Now for some examples. Let's assume we use 16 tests on the IC in question. For purposes of the example, further assume that the probability of randomly guessing correctly whether the new IC was inserted is 0.5. Finally, we must make a guess at “p_u”, which we could say is 0.7. In this instance, the minimum number of correct results for the probability value to exceed .05 is 12 (our type I error in this case is = 0.0384). However, our type II error in this case goes through the roof - in this example, it is .5501, which is huge! Thus, this test suffers from a high level of type 2 error, and is therefore unlikely to resolve differences that actually exist between the interconnects.
What happens if there were only 11 correct results? Our p value is then .1051, which exceeds alpha. Thus, we are not able to reject the null hypothesis in favor of the alternative hypothesis, since the p value is greater than alpha. However, this does not allow us to concluded that there are in fact no audible differences between Ics.
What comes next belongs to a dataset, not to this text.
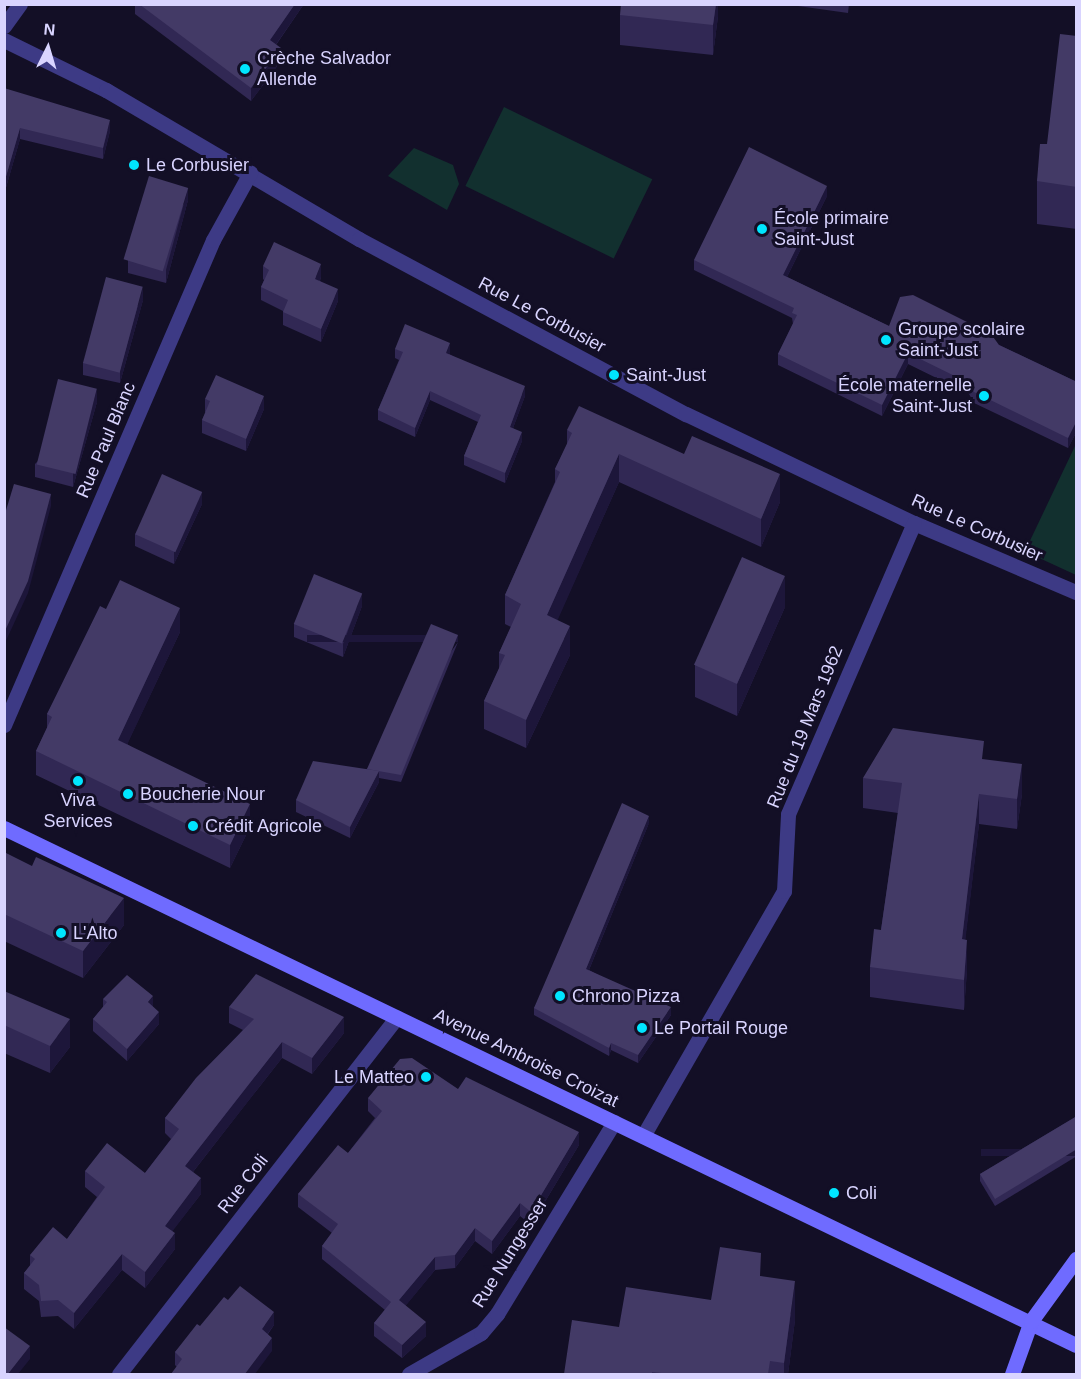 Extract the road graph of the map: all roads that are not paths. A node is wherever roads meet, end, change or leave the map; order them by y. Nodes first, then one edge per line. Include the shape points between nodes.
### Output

In other words, data not sufficient to show convincingly that a difference between conditions is not zero do not prove that the difference is zero.
So now lets increase the number of trials to 50. Now, the number of correct results needed to yield statistically significant results is 32 (p value = .0325). Assuming again p_u is 70%, our Type 2 error drops to ~ 0.14, which is more acceptable, and thus differences between conditions are more likely to be revealed by the test.
OK, one last variation. Let’s assume that the differences are really minor, or we are using a boom box to test the interconnects, such that p_u is only 60%. What happens to Type II error? It goes up - in the 50 trial example above, is goes from .1406 to .6644 - again, the test likely masks any true difference between ICs.
To sum up, DBT is tool that can be very useful in the audio context if used and understood correctly. Indeed, this is where I take issue with Bomarc, when he says "I don't want to get into statistics, except to say that's usually not the weak link in a DBT". Rather, the (mis)understanding of statistics is precisely the weak link in applicability of DBTs.